Physical separation doesn't seem necessary to me, unless you mean an application and data warehouse star schema. In that case, it's either real-time updates or, more typically, a nightly batch ETL.
It makes no difference to mysql in any way whether you use separate "datbases", they are simply catalogues.
It may make setting permissions easier, this is a legitimate reason to do it. Other than that, it is exactly the same as keeping the tables in the same db (except you can have several tables with the same name ... but please don't)
Putting them on separate servers might be a good idea however, as you probably don't want your core critical (user info, for example) data mixed in with your high-volume, unimportant data.

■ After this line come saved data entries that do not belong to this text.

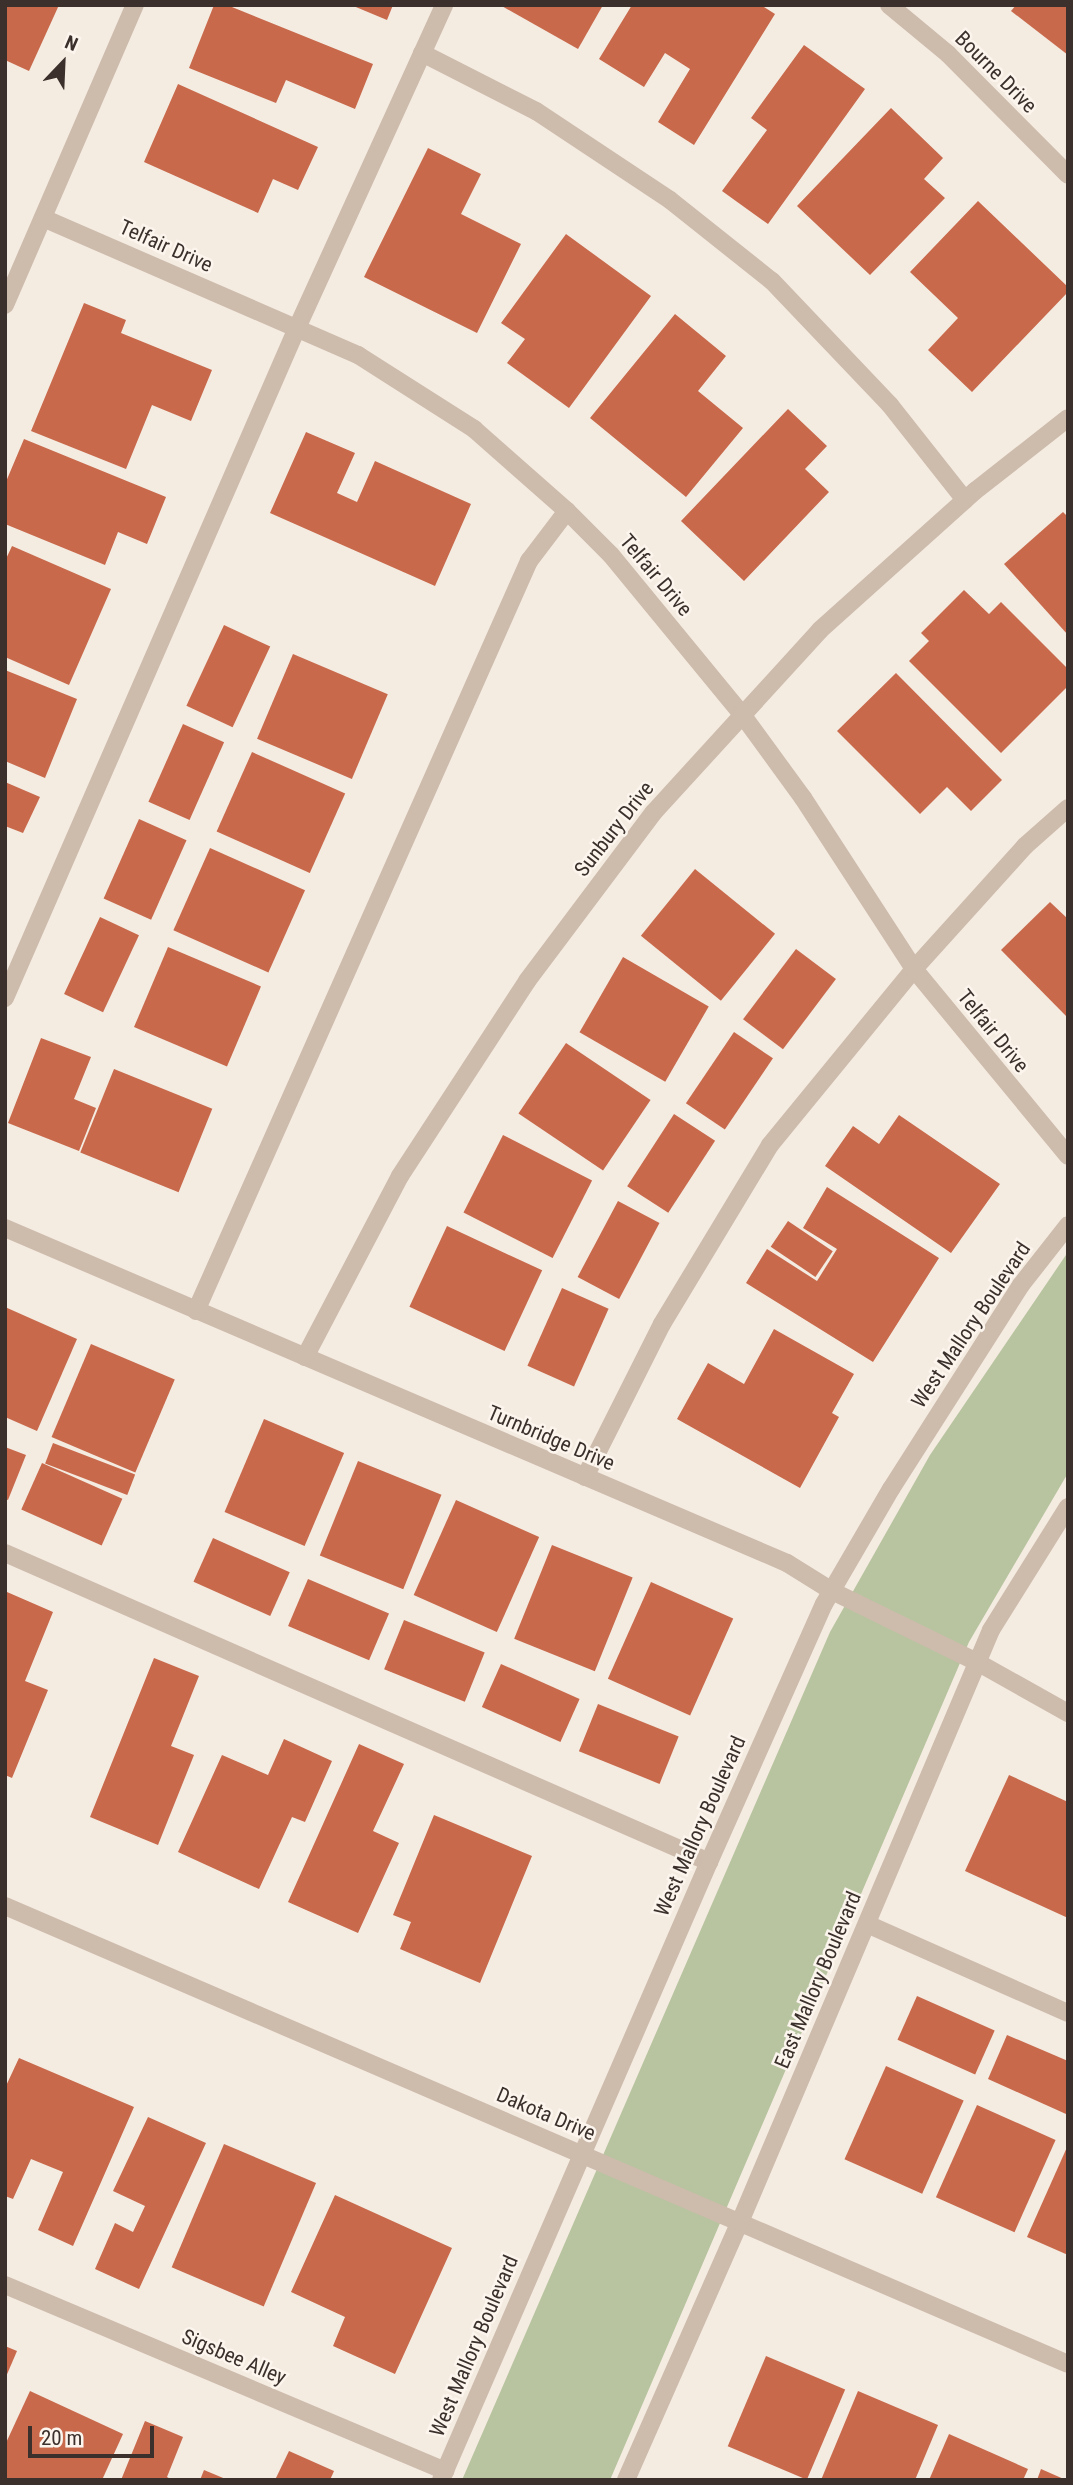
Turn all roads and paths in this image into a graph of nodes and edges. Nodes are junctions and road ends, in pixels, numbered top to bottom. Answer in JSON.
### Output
{"nodes":[{"id":1,"x":135,"y":5,"type":"edge"},
{"id":2,"x":444,"y":5,"type":"edge"},
{"id":3,"x":889,"y":5,"type":"edge"},
{"id":4,"x":422,"y":53,"type":"junction"},
{"id":5,"x":1068,"y":175,"type":"edge"},
{"id":6,"x":43,"y":218,"type":"junction"},
{"id":7,"x":5,"y":305,"type":"edge"},
{"id":8,"x":297,"y":328,"type":"junction"},
{"id":9,"x":1068,"y":418,"type":"edge"},
{"id":10,"x":965,"y":500,"type":"junction"},
{"id":11,"x":567,"y":511,"type":"junction"},
{"id":12,"x":741,"y":712,"type":"junction"},
{"id":13,"x":1068,"y":808,"type":"edge"},
{"id":14,"x":914,"y":969,"type":"junction"},
{"id":15,"x":5,"y":998,"type":"edge"},
{"id":16,"x":1068,"y":1156,"type":"edge"},
{"id":17,"x":1068,"y":1225,"type":"edge"},
{"id":18,"x":5,"y":1228,"type":"edge"},
{"id":19,"x":196,"y":1311,"type":"junction"},
{"id":20,"x":305,"y":1357,"type":"junction"},
{"id":21,"x":585,"y":1477,"type":"junction"},
{"id":22,"x":1068,"y":1507,"type":"edge"},
{"id":23,"x":5,"y":1553,"type":"edge"},
{"id":24,"x":832,"y":1591,"type":"junction"},
{"id":25,"x":977,"y":1662,"type":"junction"},
{"id":26,"x":1068,"y":1713,"type":"edge"},
{"id":27,"x":709,"y":1861,"type":"junction"},
{"id":28,"x":5,"y":1906,"type":"edge"},
{"id":29,"x":867,"y":1924,"type":"junction"},
{"id":30,"x":1068,"y":2013,"type":"edge"},
{"id":31,"x":582,"y":2154,"type":"junction"},
{"id":32,"x":740,"y":2222,"type":"junction"},
{"id":33,"x":5,"y":2285,"type":"edge"},
{"id":34,"x":1068,"y":2364,"type":"edge"},
{"id":35,"x":443,"y":2475,"type":"edge"},
{"id":36,"x":626,"y":2480,"type":"edge"}],
"edges":[{"from":1,"to":6,"type":"street"},
{"from":2,"to":4,"type":"street"},
{"from":3,"to":5,"type":"street","name":"Bourne Drive"},
{"from":4,"to":8,"type":"street"},
{"from":4,"to":10,"type":"street"},
{"from":6,"to":7,"type":"street"},
{"from":6,"to":8,"type":"street","name":"Telfair Drive"},
{"from":8,"to":11,"type":"street","name":"Telfair Drive"},
{"from":8,"to":15,"type":"street"},
{"from":9,"to":10,"type":"street","name":"Sunbury Drive"},
{"from":10,"to":12,"type":"street","name":"Sunbury Drive"},
{"from":11,"to":12,"type":"street","name":"Telfair Drive"},
{"from":11,"to":19,"type":"street"},
{"from":12,"to":14,"type":"street","name":"Telfair Drive"},
{"from":12,"to":20,"type":"street","name":"Sunbury Drive"},
{"from":13,"to":14,"type":"street"},
{"from":14,"to":16,"type":"street","name":"Telfair Drive"},
{"from":14,"to":21,"type":"street"},
{"from":17,"to":24,"type":"street","name":"West Mallory Boulevard"},
{"from":18,"to":19,"type":"street","name":"Turnbridge Drive"},
{"from":19,"to":20,"type":"street","name":"Turnbridge Drive"},
{"from":20,"to":21,"type":"street","name":"Turnbridge Drive"},
{"from":21,"to":24,"type":"street","name":"Turnbridge Drive"},
{"from":22,"to":25,"type":"street","name":"East Mallory Boulevard"},
{"from":23,"to":27,"type":"street"},
{"from":24,"to":25,"type":"street","name":"Turnbridge Drive"},
{"from":24,"to":27,"type":"street","name":"West Mallory Boulevard"},
{"from":25,"to":26,"type":"street","name":"Turnbridge Drive"},
{"from":25,"to":29,"type":"street","name":"East Mallory Boulevard"},
{"from":27,"to":31,"type":"street","name":"West Mallory Boulevard"},
{"from":28,"to":31,"type":"street","name":"Dakota Drive"},
{"from":29,"to":30,"type":"street"},
{"from":29,"to":32,"type":"street","name":"East Mallory Boulevard"},
{"from":31,"to":32,"type":"street","name":"Dakota Drive"},
{"from":31,"to":35,"type":"street","name":"West Mallory Boulevard"},
{"from":32,"to":34,"type":"street","name":"Dakota Drive"},
{"from":32,"to":36,"type":"street","name":"East Mallory Boulevard"},
{"from":33,"to":35,"type":"street","name":"Sigsbee Alley"}]}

This is particularly true for old audit data, debug logs etc.
Also short-lived data, such as search results, sessions etc, could be placed on a different server - it presumably has no high availability[1] requirement.
Having said that, if you don't need to do this, dump it all on one server where it's easier to manage (backup, provide high availibilty, manage security etc).
It is not generally possible to take a consistent snapshot of data on >1 server. This is a good reason to only have one (or one that you care about for backup purposes)
[1] Of the data, not the database.
In MySQL, InnoDB has an option of storing all tables of a certain database in one file, or having one file per table.
Having one file per table is somewhat recommended anyway, and if you do that, it makes difference on the database storage level if you have one database or several.
With connection pooling, one database or several is probably not going to matter either.
So, in my opinion, the question is if you'd ever consider separating the "other half" of the database to a separate server - with the separate server having perhaps a very different hardware configuration, such as no RAID. If so, consider using separate databases. If not, use a single database.